1. Well-organized sarcomere structure on DMSO treated cells in Fig.5A and Fig. 6A, but it was disarray in Fig. S3M. Why?

Figure S3 shows hiCMs that have only been allowed to spread for 6 hours, which have not formed mature sarcomeres yet, hence the disarray.

1. Fig 1A, Fig2B: please label the name of the antibody, not the actin filament

We used phalloidin labelling here, which marks actin filaments. We have updated the figure legends to be more clear. Thank you!

1. Fig. 7I: actinin2 instead of actinin

Thank you for catching this! We have fixed it.

Reviewer #3 (Recommendations For The Authors):

Testing the app using images shot by other microscopy systems, magnifications, and cardiomyocytes from other species, as noted in the public review above, should make the app even more wildly useful.

A more formal head-to-head comparison with other approaches will be more convincing in showing the new tool is superior

I also think that a more detailed protocol for using the app will help other investigators.

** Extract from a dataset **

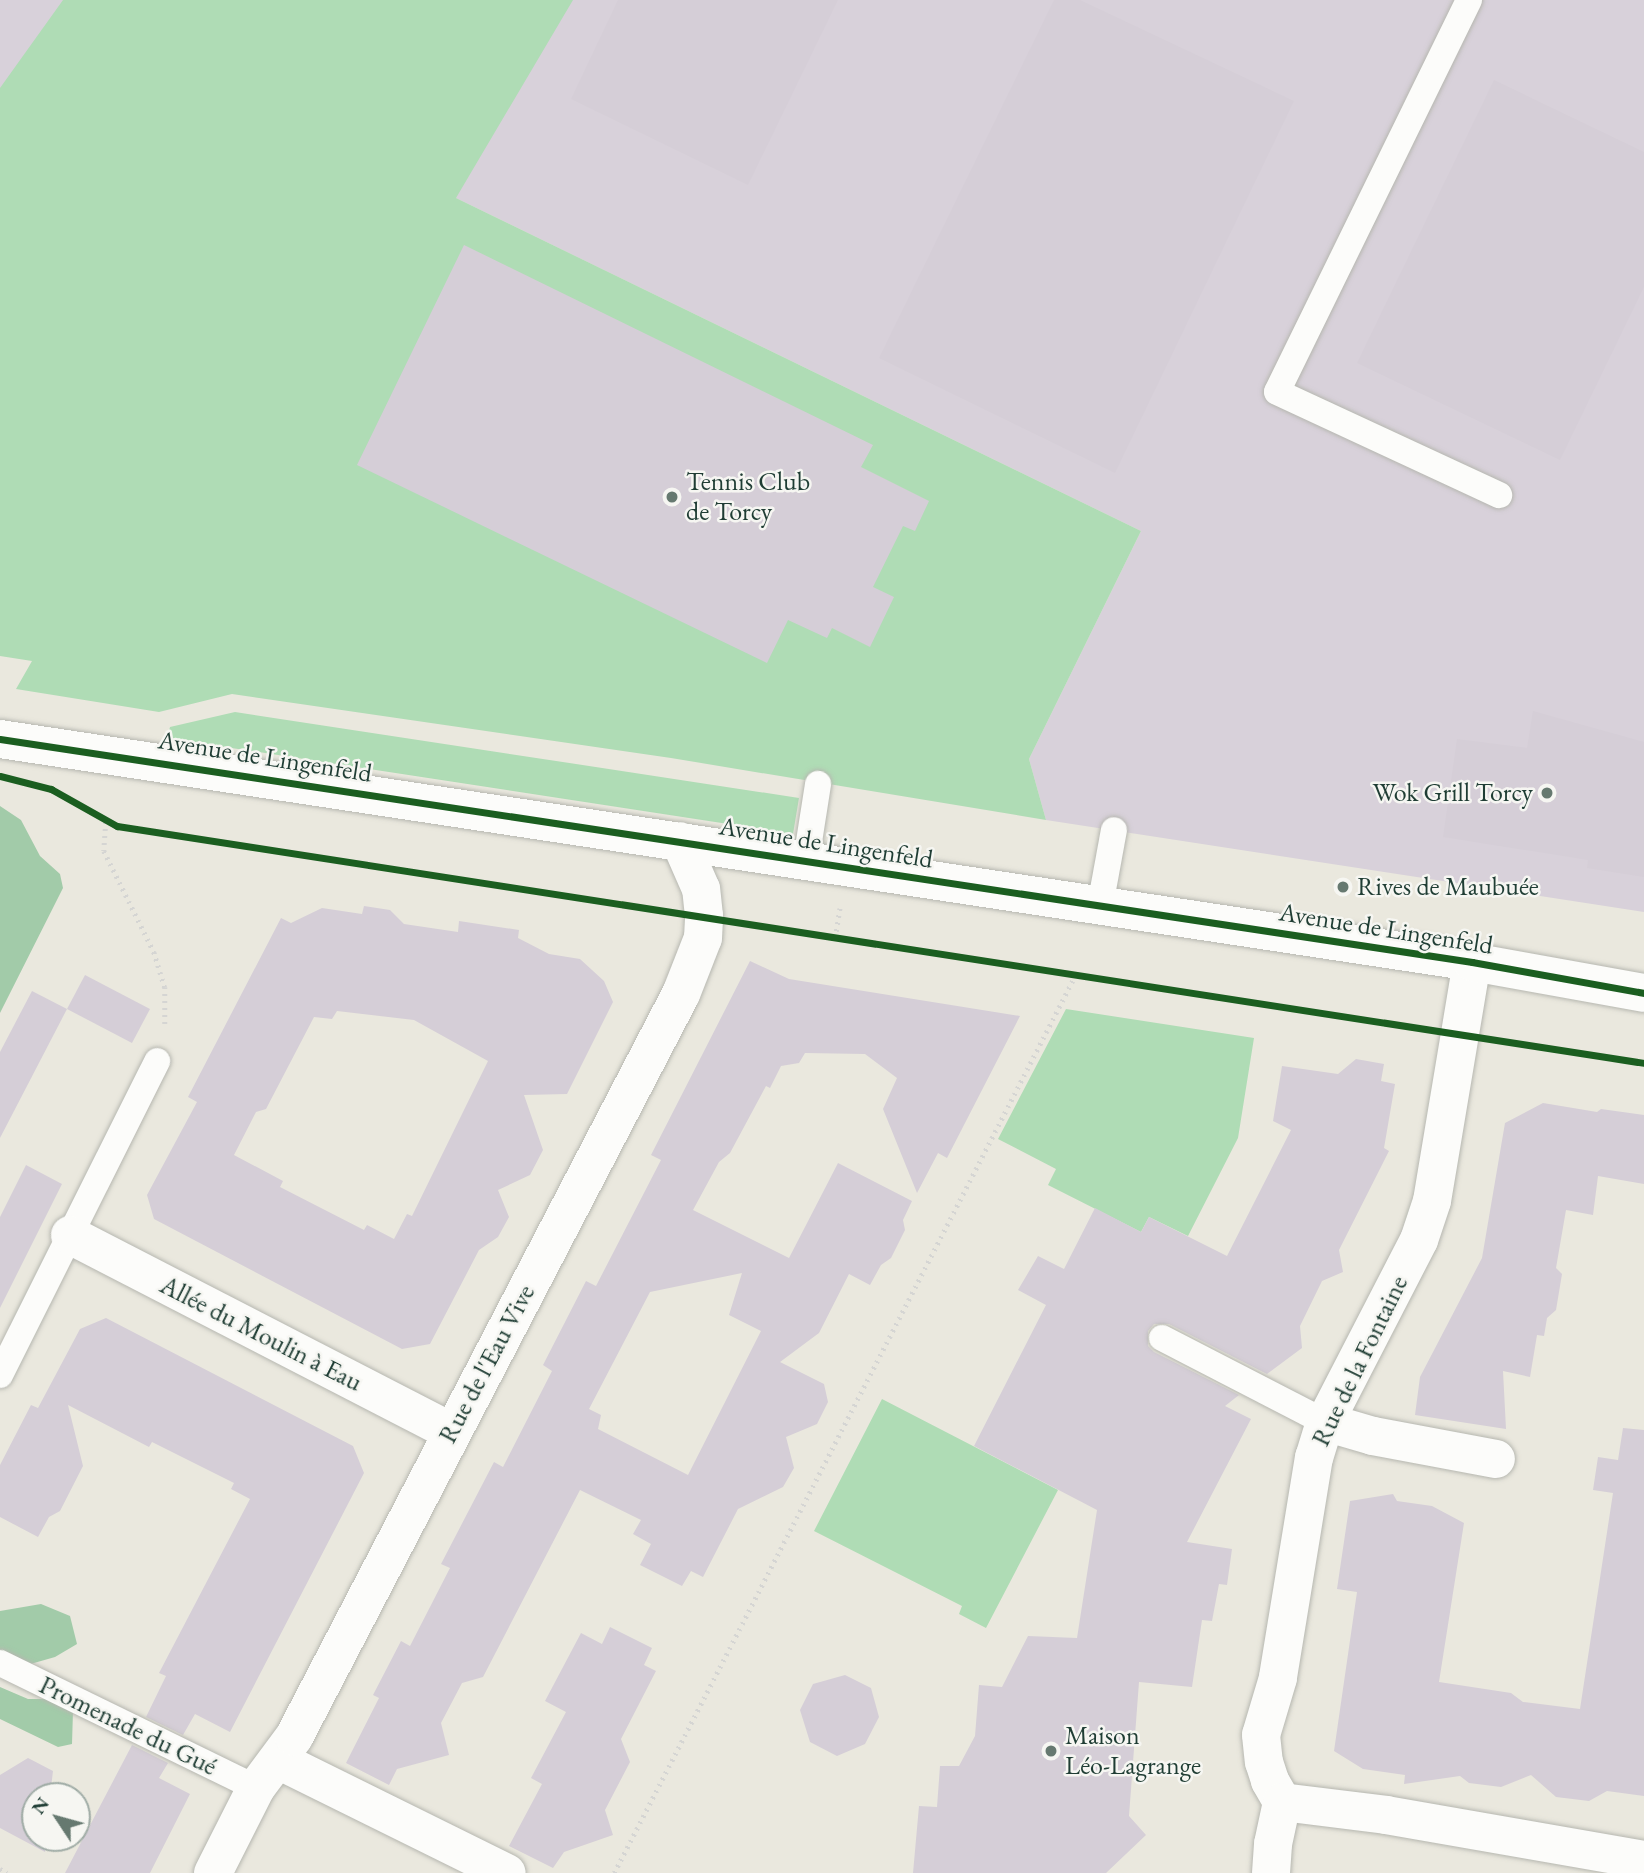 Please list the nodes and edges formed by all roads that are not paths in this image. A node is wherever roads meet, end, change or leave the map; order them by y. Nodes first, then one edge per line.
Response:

The app counts and measures many features, but it is not always clear how and using what algorithm these are measured. Including these details in a protocol or even as comments in the code will be very helpful for others.

The protocol found on the public GitHub for the app will help other investigators to download, use, and understand the application. We have received contact from researchers who have been able to use the application without assistance from us, which is a good sign that the application is user-friendly and that the online protocol is sufficient.